** Problem requirements **
The answer must consist of every line from the entries below that contains the word "strefie".

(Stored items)
--
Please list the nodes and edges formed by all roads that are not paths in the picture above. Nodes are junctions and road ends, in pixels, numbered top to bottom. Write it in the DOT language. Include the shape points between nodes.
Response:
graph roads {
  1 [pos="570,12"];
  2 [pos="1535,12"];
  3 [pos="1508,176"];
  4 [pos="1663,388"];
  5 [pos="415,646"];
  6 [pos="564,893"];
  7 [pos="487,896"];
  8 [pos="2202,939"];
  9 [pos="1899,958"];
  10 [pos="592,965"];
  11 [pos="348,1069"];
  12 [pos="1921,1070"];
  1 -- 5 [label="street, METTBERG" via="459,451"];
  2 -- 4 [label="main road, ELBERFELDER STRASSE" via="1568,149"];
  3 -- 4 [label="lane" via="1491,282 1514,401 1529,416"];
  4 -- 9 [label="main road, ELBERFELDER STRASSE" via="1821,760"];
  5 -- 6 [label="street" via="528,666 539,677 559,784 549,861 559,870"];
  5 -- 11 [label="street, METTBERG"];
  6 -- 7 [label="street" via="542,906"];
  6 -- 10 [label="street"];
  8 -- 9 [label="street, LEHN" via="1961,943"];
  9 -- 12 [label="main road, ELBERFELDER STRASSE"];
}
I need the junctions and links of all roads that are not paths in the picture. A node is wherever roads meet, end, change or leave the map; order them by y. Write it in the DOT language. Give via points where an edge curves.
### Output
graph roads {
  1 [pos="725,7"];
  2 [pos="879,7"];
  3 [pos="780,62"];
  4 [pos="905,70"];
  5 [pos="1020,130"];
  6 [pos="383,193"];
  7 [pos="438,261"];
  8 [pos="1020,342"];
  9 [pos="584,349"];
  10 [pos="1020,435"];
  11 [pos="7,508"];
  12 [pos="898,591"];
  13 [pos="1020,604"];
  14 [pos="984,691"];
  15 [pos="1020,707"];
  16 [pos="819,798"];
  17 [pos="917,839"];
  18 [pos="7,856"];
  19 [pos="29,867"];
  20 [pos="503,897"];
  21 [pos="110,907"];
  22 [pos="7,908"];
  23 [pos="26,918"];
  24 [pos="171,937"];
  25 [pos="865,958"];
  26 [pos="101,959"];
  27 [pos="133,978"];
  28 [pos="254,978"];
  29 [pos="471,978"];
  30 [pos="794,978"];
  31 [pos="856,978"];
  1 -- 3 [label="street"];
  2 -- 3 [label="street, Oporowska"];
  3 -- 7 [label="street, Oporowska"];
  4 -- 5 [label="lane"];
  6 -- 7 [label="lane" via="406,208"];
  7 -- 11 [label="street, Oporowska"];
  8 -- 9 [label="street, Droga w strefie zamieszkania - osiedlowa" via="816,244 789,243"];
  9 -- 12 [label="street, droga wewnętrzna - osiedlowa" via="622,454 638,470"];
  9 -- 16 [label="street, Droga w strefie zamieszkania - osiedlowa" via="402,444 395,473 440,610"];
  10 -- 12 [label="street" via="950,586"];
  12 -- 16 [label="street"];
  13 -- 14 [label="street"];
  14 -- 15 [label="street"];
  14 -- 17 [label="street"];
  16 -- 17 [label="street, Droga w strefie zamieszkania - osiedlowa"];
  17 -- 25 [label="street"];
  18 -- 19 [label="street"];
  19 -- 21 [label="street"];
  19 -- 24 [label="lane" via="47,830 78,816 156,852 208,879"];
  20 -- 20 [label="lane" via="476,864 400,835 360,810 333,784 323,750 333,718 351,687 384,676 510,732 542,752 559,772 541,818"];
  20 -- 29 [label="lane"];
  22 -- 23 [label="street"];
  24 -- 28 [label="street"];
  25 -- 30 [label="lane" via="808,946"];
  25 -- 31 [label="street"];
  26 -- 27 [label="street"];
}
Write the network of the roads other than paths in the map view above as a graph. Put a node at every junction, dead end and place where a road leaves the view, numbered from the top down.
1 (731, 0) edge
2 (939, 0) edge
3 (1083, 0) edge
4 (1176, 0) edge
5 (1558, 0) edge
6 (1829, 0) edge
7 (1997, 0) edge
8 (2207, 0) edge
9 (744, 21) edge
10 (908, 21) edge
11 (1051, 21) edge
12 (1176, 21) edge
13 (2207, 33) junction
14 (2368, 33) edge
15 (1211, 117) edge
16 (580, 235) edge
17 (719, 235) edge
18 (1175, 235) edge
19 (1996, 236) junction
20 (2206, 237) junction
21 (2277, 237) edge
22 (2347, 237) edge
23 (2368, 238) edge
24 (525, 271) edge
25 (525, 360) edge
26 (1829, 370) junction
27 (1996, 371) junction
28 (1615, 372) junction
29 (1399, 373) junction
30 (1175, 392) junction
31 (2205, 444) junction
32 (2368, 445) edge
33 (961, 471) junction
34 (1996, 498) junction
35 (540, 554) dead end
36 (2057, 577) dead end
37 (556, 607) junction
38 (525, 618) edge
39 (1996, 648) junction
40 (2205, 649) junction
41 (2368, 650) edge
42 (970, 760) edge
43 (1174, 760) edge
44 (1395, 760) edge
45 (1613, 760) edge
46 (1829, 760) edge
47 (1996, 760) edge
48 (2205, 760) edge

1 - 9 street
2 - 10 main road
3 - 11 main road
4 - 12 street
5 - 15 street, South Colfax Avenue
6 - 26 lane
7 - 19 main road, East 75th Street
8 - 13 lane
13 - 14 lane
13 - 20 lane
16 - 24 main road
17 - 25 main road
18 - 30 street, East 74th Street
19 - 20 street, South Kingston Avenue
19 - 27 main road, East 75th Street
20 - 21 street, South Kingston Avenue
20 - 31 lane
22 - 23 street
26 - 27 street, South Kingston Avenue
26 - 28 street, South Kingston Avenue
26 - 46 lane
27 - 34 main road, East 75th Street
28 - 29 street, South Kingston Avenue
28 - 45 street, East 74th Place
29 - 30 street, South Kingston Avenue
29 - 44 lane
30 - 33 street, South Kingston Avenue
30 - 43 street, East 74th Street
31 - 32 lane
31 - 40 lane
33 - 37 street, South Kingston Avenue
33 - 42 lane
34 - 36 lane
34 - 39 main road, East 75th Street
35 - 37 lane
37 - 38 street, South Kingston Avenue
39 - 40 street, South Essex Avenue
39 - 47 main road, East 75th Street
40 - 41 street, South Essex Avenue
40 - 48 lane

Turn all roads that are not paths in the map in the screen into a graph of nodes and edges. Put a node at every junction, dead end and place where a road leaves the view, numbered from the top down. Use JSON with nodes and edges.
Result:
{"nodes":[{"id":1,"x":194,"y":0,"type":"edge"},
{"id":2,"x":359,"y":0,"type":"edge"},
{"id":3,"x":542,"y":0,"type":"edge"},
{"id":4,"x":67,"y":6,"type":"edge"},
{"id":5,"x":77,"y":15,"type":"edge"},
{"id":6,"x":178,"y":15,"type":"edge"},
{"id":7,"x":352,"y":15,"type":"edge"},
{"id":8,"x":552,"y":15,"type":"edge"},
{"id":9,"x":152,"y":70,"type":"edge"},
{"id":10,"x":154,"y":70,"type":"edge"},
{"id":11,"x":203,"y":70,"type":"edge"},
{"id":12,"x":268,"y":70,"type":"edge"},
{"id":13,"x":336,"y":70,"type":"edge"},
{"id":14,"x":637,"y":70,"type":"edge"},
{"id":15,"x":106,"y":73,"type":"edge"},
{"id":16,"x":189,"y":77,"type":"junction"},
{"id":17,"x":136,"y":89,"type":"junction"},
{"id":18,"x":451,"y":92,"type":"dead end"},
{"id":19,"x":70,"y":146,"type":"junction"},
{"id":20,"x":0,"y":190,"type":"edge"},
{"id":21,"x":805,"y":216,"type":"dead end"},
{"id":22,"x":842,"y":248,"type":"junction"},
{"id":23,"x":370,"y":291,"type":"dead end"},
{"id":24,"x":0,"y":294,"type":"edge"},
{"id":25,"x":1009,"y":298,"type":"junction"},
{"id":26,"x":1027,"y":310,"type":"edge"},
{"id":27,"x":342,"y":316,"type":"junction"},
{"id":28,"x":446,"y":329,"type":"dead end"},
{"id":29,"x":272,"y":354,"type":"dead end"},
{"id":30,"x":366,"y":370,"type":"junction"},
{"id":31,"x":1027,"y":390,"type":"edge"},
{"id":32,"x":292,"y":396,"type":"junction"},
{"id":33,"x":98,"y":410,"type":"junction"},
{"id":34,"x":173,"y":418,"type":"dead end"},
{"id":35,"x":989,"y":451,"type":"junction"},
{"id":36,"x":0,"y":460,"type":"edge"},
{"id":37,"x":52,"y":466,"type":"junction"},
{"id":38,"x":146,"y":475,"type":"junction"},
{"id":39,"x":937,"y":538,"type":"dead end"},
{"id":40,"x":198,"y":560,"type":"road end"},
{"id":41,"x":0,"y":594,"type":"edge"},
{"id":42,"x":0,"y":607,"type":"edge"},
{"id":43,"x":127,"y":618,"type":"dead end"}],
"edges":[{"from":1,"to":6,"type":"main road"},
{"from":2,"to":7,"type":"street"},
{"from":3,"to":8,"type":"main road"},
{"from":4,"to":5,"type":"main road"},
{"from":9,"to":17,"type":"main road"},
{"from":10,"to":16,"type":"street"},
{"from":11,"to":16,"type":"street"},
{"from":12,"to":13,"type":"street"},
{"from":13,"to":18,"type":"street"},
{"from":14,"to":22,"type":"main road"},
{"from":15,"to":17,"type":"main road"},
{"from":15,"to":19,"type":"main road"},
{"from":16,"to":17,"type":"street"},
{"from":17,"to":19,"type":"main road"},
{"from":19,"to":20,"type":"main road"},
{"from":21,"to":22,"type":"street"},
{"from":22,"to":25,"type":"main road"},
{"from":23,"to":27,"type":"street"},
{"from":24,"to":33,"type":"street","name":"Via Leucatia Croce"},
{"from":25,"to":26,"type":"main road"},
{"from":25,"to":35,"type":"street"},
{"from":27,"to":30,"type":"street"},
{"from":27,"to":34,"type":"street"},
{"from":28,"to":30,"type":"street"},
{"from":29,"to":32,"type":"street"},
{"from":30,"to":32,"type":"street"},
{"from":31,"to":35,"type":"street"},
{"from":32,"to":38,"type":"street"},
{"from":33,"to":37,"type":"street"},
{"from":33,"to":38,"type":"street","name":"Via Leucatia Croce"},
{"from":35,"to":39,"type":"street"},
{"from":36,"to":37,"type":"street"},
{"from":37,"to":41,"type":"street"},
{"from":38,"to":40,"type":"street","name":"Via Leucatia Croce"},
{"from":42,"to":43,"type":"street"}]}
--
** Answer to this exercise **
  8 -- 9 [label="street, Droga w strefie zamieszkania - osiedlowa" via="816,244 789,243"];
  9 -- 16 [label="street, Droga w strefie zamieszkania - osiedlowa" via="402,444 395,473 440,610"];
  16 -- 17 [label="street, Droga w strefie zamieszkania - osiedlowa"];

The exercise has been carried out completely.